Task to carry out —
Each line of the material holding the word "چهار" must be identified and copied.
-----
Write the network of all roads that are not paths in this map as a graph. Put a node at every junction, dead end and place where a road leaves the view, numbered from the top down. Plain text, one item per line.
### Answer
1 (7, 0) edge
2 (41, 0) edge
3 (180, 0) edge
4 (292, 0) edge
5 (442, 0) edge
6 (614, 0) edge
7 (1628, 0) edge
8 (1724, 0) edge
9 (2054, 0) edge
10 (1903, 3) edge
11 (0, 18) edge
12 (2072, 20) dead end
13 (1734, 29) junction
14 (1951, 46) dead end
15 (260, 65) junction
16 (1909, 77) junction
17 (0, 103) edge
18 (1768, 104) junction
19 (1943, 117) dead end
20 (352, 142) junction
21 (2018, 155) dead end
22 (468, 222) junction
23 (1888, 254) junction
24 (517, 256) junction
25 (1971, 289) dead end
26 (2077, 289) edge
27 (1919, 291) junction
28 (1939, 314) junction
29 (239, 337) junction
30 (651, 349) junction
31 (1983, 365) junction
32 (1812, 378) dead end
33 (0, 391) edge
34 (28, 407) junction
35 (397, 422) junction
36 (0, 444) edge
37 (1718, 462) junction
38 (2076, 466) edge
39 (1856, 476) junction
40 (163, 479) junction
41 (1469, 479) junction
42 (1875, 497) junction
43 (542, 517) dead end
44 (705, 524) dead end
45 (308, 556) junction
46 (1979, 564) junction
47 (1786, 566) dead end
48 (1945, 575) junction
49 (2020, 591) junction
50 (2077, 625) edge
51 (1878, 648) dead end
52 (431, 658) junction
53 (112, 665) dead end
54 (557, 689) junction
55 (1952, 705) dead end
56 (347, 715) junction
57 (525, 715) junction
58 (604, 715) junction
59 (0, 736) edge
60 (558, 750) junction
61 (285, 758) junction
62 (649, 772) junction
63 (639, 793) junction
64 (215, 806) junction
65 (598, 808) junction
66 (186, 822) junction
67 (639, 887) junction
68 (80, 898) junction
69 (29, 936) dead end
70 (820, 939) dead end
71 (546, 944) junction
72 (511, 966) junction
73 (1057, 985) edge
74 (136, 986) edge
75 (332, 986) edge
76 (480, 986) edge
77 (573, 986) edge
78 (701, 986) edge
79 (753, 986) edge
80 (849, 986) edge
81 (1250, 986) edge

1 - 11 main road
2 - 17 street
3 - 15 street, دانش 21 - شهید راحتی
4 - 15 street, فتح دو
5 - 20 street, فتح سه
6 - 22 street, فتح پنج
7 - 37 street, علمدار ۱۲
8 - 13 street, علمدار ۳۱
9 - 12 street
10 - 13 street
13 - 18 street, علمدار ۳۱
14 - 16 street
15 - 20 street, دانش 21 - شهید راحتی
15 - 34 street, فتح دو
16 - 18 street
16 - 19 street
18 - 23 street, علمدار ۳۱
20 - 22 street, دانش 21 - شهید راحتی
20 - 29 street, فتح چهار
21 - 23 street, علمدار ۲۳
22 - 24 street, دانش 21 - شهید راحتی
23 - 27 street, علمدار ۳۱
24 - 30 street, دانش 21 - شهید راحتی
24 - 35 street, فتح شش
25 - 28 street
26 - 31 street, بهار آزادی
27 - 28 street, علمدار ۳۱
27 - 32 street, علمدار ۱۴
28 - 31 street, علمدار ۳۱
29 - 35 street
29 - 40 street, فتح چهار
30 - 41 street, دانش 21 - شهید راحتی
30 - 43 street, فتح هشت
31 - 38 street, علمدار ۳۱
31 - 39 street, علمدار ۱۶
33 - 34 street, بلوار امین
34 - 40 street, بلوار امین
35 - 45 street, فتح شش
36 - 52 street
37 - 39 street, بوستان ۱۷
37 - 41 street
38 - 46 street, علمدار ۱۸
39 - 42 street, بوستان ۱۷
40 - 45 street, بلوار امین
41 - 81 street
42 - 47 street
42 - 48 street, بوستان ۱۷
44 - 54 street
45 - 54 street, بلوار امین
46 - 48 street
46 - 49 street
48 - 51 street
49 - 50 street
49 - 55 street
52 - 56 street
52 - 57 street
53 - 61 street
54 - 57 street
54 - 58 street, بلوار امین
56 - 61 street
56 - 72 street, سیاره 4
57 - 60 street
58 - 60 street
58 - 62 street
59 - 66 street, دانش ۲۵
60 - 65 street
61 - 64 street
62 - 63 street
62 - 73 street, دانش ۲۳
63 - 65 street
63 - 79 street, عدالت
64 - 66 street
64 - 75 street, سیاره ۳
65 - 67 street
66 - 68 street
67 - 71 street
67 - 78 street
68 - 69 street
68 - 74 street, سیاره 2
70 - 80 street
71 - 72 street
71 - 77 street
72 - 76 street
-----
Response —
20 - 29 street, فتح چهار
29 - 40 street, فتح چهار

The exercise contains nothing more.